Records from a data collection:

------------

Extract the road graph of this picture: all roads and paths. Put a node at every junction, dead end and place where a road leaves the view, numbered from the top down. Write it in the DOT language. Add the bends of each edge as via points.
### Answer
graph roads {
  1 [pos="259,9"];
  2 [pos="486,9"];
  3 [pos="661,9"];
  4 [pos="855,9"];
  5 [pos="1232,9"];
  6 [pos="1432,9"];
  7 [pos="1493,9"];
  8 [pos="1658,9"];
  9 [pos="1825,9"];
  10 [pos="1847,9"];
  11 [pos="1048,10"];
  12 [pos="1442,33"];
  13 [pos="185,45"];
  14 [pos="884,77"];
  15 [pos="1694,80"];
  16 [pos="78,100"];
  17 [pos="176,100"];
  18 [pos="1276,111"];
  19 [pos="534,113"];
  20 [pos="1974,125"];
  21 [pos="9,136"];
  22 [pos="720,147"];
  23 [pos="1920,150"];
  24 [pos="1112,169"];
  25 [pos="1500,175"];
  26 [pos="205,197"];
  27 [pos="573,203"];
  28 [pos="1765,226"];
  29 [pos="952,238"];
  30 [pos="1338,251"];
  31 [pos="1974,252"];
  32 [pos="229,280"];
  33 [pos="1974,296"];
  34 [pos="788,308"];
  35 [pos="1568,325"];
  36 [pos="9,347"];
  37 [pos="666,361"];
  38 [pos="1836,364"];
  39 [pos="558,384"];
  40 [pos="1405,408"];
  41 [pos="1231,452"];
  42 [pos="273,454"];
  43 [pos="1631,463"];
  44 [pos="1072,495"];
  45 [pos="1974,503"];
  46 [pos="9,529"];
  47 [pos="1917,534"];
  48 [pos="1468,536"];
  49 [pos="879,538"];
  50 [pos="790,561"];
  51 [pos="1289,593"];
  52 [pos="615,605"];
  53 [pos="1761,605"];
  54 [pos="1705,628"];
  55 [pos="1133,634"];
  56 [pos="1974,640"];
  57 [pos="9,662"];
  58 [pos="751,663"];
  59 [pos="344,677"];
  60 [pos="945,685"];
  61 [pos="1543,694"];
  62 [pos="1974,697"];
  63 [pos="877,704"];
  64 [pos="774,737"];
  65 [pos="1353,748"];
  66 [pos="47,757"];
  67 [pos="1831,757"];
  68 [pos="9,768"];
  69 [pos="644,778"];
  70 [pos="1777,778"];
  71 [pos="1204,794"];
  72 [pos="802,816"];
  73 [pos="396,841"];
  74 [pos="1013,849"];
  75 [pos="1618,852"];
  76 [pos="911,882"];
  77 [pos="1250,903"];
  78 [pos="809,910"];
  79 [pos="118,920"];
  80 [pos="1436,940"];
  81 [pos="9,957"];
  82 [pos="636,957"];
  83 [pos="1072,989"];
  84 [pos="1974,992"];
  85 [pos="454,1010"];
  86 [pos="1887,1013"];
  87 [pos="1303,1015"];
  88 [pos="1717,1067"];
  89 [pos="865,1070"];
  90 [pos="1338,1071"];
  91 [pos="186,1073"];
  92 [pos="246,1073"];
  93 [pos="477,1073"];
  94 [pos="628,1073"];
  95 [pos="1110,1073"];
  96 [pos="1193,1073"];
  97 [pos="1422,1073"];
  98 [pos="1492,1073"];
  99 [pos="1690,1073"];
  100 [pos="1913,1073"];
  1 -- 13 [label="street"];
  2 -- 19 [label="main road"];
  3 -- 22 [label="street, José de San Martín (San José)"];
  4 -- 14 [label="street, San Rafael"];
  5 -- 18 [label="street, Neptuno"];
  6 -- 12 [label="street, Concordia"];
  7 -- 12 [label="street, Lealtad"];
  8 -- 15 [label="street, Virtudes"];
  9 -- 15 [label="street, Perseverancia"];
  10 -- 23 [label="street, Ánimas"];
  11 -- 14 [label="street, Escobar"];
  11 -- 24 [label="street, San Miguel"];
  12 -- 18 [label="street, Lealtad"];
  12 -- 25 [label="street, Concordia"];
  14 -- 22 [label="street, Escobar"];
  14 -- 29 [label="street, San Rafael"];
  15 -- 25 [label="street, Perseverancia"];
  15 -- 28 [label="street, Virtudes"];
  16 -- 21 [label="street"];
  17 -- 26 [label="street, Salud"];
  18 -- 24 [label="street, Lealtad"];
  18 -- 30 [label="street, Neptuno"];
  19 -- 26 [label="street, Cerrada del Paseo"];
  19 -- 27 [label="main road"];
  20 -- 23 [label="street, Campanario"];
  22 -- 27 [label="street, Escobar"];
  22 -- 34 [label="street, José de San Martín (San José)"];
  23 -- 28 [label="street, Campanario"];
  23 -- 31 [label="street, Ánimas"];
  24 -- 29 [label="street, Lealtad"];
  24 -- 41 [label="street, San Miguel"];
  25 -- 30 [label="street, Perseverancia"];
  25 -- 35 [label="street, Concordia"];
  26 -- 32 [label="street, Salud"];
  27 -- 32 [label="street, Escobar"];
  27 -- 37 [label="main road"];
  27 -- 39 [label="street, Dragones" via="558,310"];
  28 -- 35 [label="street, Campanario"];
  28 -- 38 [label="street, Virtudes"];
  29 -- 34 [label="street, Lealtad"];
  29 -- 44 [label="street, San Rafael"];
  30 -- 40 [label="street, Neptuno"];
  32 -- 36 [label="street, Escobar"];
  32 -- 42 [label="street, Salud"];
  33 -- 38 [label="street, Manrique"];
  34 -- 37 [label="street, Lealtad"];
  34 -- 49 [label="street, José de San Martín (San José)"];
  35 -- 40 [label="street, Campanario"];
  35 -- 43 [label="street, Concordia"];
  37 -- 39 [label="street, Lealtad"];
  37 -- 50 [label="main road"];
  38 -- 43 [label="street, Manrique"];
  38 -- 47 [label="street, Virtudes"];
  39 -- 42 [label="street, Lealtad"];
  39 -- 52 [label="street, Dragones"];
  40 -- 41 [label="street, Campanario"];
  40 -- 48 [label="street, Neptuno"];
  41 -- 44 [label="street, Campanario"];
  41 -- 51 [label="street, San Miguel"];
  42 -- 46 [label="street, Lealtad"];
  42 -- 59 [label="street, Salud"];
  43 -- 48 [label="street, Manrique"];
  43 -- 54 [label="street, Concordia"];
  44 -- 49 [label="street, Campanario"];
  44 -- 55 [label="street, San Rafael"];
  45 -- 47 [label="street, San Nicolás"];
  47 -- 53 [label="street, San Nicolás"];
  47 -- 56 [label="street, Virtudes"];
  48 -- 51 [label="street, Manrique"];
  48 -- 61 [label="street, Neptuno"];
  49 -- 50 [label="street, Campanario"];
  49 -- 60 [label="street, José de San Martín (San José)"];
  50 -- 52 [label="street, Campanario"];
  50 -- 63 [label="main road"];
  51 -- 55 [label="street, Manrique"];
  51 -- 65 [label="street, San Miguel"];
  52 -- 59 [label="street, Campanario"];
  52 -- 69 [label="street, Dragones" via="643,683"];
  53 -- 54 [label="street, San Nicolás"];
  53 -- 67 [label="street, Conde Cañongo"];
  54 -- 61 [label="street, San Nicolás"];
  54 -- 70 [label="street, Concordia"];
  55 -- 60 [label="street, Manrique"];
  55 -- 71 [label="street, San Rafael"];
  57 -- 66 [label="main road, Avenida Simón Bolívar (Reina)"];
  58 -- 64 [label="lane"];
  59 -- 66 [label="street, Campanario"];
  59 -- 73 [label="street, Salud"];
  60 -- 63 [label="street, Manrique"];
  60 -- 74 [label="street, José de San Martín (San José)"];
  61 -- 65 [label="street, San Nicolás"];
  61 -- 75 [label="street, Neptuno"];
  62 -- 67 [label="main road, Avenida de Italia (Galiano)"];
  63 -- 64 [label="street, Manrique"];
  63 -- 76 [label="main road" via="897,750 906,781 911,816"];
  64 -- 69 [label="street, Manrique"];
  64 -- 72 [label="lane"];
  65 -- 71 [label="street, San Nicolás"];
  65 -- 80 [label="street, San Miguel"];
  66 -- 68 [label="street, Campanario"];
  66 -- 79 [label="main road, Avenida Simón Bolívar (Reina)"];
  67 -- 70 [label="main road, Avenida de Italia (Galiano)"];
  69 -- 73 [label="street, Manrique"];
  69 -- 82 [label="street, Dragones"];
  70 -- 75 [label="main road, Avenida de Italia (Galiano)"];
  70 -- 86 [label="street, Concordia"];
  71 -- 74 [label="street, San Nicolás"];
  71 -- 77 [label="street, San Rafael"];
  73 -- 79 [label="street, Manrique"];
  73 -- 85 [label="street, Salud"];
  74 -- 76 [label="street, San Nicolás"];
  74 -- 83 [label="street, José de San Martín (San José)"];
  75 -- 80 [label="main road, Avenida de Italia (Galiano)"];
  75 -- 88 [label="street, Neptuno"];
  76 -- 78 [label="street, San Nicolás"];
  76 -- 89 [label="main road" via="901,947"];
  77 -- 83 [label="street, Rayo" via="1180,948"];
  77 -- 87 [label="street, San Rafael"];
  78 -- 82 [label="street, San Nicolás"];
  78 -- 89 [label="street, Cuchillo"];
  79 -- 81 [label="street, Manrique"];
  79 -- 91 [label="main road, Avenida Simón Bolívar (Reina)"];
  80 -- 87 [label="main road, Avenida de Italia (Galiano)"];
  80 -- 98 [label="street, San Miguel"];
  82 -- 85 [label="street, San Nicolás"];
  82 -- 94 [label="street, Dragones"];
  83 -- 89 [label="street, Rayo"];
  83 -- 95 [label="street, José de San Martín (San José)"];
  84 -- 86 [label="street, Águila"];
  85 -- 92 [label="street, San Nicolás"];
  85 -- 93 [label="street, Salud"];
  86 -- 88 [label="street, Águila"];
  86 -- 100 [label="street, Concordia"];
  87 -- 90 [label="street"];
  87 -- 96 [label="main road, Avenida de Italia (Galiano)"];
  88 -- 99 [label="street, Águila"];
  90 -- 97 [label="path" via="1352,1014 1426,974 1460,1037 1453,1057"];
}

------------

* What to do
After reading the records above, work out how many lines contain "Simón" and give that number only.

* Task answer
3